▸ **Task statement**
Scan the entries for the word "Gobinda", and copy every line where it appears.
### Entries provided
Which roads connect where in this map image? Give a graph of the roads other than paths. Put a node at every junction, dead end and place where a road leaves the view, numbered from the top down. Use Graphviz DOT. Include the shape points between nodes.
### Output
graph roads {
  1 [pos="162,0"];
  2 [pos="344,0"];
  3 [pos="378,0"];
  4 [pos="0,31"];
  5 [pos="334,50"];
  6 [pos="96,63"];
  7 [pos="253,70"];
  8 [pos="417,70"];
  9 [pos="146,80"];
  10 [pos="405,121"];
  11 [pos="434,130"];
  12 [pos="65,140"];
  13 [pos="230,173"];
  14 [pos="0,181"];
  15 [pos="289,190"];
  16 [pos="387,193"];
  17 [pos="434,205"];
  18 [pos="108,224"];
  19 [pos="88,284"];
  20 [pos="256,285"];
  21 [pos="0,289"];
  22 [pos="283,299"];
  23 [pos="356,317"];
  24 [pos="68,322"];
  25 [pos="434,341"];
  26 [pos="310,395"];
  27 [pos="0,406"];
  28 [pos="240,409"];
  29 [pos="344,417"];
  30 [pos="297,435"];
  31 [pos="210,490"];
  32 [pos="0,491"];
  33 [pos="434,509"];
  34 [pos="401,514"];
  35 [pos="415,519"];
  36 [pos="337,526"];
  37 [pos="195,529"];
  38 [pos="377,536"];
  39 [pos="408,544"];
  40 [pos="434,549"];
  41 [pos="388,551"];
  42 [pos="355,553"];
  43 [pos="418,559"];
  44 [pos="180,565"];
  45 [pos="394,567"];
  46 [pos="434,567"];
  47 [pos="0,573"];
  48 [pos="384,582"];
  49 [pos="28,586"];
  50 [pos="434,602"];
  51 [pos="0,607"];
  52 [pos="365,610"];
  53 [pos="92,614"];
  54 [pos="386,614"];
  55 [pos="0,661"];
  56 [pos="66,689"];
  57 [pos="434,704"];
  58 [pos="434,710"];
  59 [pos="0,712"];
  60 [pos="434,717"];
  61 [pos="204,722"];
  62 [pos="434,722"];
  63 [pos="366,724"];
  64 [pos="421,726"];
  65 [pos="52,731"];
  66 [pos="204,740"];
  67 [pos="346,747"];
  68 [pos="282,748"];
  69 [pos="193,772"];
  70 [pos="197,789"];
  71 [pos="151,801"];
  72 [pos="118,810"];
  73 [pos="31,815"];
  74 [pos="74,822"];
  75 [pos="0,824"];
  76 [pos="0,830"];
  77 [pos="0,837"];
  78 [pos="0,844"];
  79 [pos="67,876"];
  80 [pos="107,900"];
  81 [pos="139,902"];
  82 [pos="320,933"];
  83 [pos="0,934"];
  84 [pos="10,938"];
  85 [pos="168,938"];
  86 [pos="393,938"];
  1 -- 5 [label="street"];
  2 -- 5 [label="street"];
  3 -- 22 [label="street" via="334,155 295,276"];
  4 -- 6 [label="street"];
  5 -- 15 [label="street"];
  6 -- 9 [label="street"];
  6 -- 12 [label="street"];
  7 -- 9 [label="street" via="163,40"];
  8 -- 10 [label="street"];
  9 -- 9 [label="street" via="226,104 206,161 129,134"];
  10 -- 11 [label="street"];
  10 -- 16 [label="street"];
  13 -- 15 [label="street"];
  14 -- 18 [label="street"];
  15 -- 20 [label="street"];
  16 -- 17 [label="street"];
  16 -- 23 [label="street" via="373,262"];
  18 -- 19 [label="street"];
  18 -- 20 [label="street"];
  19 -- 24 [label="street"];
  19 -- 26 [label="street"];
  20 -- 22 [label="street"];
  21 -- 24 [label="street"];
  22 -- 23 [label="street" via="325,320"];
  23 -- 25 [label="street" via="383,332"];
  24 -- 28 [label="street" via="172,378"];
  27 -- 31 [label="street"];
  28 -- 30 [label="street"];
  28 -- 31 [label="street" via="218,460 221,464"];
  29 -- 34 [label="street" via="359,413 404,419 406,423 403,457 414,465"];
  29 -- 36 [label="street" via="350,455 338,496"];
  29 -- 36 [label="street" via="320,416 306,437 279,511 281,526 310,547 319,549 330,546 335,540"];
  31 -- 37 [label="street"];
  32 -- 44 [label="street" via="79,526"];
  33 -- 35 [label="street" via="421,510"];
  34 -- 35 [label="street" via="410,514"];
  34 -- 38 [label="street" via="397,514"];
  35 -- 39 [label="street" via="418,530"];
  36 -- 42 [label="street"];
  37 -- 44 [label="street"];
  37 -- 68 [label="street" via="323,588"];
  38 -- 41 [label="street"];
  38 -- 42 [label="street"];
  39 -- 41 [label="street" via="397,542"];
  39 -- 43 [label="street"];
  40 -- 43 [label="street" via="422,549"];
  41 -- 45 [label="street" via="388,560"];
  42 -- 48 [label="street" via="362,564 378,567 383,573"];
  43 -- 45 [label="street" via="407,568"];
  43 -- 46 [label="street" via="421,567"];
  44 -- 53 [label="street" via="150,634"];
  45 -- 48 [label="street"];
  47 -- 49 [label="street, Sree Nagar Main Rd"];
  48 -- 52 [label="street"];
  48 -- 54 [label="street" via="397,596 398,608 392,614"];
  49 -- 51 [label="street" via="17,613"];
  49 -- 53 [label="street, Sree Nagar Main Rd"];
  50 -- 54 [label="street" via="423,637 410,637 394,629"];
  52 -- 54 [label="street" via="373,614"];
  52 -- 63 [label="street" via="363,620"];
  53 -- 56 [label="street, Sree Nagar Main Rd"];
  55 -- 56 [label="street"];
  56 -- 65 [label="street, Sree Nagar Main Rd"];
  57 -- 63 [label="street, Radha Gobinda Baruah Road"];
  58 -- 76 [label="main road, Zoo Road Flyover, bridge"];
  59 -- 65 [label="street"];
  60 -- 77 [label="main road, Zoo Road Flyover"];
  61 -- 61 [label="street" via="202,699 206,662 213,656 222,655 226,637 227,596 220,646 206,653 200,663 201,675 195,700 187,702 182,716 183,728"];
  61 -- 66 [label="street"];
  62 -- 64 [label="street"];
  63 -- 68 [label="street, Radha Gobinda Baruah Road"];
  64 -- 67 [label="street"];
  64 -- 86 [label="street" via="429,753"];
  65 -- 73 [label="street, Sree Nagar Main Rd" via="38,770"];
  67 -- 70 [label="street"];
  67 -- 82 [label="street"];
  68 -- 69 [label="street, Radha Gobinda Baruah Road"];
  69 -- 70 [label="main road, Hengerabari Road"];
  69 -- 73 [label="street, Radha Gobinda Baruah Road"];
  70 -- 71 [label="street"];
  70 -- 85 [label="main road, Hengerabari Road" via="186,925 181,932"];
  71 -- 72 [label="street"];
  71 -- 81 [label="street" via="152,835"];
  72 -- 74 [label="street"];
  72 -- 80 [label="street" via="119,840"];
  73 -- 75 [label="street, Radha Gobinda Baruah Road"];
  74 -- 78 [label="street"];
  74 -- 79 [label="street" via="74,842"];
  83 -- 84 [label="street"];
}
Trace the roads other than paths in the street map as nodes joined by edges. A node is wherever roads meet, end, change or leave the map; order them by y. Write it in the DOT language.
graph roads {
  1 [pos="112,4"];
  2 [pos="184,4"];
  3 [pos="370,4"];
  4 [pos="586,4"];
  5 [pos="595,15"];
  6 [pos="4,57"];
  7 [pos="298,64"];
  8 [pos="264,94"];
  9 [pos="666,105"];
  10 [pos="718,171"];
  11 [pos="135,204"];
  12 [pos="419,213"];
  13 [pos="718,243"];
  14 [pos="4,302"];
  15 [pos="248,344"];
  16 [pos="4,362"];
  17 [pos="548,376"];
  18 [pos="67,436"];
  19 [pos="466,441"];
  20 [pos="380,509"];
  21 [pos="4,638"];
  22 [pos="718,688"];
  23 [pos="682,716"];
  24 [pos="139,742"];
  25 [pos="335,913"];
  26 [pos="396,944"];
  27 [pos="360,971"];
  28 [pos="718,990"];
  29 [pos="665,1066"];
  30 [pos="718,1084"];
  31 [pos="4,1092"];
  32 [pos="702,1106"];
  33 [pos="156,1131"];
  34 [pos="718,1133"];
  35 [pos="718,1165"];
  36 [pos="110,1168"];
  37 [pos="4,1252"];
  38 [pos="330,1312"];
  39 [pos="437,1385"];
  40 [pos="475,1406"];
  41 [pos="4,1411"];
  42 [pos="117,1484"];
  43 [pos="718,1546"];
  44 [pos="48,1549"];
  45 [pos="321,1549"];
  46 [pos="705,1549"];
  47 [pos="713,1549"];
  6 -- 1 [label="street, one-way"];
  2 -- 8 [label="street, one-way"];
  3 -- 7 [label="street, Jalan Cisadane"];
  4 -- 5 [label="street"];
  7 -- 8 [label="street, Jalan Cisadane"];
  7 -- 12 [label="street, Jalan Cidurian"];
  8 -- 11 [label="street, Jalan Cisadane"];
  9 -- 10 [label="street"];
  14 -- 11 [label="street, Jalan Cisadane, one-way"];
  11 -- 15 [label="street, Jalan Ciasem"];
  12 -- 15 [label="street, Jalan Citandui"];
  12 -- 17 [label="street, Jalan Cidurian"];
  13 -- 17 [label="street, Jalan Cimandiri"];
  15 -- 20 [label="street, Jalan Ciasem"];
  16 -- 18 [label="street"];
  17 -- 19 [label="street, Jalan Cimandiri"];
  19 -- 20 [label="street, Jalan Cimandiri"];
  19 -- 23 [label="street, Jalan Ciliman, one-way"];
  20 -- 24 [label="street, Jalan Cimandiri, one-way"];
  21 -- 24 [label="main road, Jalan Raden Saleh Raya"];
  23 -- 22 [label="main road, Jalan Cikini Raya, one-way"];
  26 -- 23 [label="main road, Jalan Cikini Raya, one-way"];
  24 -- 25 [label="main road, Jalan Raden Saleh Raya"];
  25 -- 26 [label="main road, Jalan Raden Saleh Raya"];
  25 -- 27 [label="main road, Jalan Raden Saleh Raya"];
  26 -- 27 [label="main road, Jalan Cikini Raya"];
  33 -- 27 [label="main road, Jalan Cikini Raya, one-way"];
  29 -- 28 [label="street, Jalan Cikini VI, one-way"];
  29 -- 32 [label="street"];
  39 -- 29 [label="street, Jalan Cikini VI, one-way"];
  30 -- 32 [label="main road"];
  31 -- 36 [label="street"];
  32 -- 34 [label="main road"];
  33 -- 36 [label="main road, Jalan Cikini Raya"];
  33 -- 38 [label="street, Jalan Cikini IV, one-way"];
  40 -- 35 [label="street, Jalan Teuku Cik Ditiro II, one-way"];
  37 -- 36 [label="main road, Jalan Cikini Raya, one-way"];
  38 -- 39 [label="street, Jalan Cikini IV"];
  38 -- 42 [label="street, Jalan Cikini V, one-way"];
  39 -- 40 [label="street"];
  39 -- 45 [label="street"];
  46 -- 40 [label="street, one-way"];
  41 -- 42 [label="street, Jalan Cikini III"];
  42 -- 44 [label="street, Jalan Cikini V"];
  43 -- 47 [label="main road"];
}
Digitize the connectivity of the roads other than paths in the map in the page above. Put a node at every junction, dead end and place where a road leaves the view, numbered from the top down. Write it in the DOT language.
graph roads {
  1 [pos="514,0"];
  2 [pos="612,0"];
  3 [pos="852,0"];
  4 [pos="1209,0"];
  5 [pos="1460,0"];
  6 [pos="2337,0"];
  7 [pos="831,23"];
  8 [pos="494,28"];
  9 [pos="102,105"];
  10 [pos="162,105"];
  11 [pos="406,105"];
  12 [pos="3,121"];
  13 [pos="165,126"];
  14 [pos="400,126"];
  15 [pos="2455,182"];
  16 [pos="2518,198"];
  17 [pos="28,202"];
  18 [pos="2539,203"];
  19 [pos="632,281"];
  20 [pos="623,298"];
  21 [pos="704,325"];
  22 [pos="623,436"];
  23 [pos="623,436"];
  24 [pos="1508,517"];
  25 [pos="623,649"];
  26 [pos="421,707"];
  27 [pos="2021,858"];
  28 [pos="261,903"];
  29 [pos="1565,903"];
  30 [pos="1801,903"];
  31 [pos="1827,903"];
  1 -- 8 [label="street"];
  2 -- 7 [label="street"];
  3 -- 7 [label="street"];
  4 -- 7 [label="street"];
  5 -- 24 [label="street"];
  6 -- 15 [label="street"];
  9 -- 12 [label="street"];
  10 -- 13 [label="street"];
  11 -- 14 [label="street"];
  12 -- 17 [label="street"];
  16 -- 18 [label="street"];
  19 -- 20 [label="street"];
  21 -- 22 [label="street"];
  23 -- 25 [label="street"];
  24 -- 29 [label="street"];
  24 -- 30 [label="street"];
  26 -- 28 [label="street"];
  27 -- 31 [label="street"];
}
######
▸ **Response to the task**
  57 -- 63 [label="street, Radha Gobinda Baruah Road"];
  63 -- 68 [label="street, Radha Gobinda Baruah Road"];
  68 -- 69 [label="street, Radha Gobinda Baruah Road"];
  69 -- 73 [label="street, Radha Gobinda Baruah Road"];
  73 -- 75 [label="street, Radha Gobinda Baruah Road"];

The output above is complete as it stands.